A projectile is fired with a speed of 50 m/s at an angle of 37
find the horizontal and vertical components of its velocity
find the time that the projectile will spend in the air
find the distance downfield that it will travel
horizontal (until it hits the ground) U = 50 cos 37 = 39.9 m/s
vertical at t = 0 , Vo = 50 sin 37 = 30.1 m/s
vertical problem
v = Vo - 9.8 t
at top, v = 0
0 = 30.1 - 9.8 t
so
t = 3.07 seconds at top
add another 3.07 seconds to fall
total time in air = 6.14 seconds
horizontal problem
travels at 39.9 m/s for 6.14 seconds so goes
39.9*6.14 = 245 meters
Thanks
sorry but i don't get it
can show the equations u used
without the values or explain it in words or something
hmm, well
draw a right triangle with hypotenuse 50 at 37 degrees up from horizontal
then sin 37 = Vo/50
and cos 37 = U/50
where Vo is initial speed up
and U is horizontal speed, period (no horizontal forces so no change in horizontal speed.)
Now in the vertical direction
v = Vo - gt = Vo - 9.8 t
from the general form
v = Vo + a t where a here is the acceleration of gravity, g, 9.8 m/s^2 and is down, so negative
Now when the thing gets as high as it goes, the vertical speed is zero (it stops moving up)
so
0 = Vo - 9.8 t at the top.
It takes it just as long to fall as to rise, so double that time to get total time in the air.
If you do not belive that work it all out
z = Zo + Vo t + (1/2)a t^2
z = 0 at start and 0 at finish so
0 = 0 + Vo t - (9.8/2) t^2
or
t = 0 and
t = Vo/(9.8/2) = = 2 Vo/9.8
or twice Vo/9.8 as we did before
then once you have the time in the air multiply horizontal speed by time to get horizontal distance
thanks
To find the horizontal and vertical components of the velocity of the projectile, we can use the given speed and angle.
Horizontal component of velocity (Vx):
Vx = V * cos(theta)
Vertical component of velocity (Vy):
Vy = V * sin(theta)
where V is the initial speed of the projectile and theta is the angle of projection.
Given:
V = 50 m/s
theta = 37 degrees
1. Calculate the horizontal component of velocity (Vx):
Vx = V * cos(theta)
Vx = 50 * cos(37)
Vx ≈ 50 * 0.7986
Vx ≈ 39.93 m/s
2. Calculate the vertical component of velocity (Vy):
Vy = V * sin(theta)
Vy = 50 * sin(37)
Vy ≈ 50 * 0.6018
Vy ≈ 30.09 m/s
Now, let's calculate the time the projectile will spend in the air.

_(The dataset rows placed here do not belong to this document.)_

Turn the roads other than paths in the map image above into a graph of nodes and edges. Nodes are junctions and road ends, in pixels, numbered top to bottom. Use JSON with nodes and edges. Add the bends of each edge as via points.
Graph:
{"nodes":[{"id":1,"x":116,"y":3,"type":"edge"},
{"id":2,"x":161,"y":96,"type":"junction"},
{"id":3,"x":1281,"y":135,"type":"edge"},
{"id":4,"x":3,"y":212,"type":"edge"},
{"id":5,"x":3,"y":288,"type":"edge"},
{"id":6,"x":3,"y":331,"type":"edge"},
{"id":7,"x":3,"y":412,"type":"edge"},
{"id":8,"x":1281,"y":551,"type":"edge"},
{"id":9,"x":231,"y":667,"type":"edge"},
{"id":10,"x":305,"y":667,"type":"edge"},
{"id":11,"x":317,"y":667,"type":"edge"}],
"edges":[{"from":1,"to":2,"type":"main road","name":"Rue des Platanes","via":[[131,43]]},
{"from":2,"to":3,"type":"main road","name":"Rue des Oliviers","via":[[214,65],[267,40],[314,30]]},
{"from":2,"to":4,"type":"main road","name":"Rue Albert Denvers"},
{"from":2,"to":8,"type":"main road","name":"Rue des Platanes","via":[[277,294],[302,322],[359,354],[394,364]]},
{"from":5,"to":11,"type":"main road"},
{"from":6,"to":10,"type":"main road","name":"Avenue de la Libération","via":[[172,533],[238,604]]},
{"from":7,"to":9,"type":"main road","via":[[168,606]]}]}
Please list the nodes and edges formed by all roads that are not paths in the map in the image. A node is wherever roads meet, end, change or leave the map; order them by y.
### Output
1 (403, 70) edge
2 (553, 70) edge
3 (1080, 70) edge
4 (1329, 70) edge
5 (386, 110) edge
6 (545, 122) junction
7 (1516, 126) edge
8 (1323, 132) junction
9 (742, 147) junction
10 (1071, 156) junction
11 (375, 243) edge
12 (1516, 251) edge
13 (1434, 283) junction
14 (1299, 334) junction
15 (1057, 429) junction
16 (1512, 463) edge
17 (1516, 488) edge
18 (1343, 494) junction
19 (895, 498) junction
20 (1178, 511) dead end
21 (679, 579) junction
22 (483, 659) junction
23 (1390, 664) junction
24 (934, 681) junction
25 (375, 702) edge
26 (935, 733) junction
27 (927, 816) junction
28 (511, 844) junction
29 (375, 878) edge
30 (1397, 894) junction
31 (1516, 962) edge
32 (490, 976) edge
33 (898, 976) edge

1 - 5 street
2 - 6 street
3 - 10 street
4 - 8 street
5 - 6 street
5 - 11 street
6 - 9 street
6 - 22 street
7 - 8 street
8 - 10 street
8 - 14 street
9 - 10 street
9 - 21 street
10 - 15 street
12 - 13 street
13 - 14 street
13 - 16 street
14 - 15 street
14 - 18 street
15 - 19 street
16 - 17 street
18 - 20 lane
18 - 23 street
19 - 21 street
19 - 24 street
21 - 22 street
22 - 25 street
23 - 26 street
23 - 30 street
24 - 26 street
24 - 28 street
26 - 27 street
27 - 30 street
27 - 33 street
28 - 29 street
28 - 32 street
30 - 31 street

3. The time of flight (T) can be found using the formula:
T = (2 * Vy) / g
where g is the acceleration due to gravity (approximately 9.8 m/s²).
T = (2 * Vy) / g
T = (2 * 30.09) / 9.8
T ≈ 6.14 seconds
Finally, let's calculate the horizontal distance traveled by the projectile (or range).
4. The horizontal distance (d) can be obtained using the formula:
d = Vx * T
d = 39.93 * 6.14
d ≈ 245.39 meters
Therefore, the horizontal component of velocity is approximately 39.93 m/s, the vertical component of velocity is approximately 30.09 m/s, the time of flight is approximately 6.14 seconds, and the horizontal distance traveled is approximately 245.39 meters.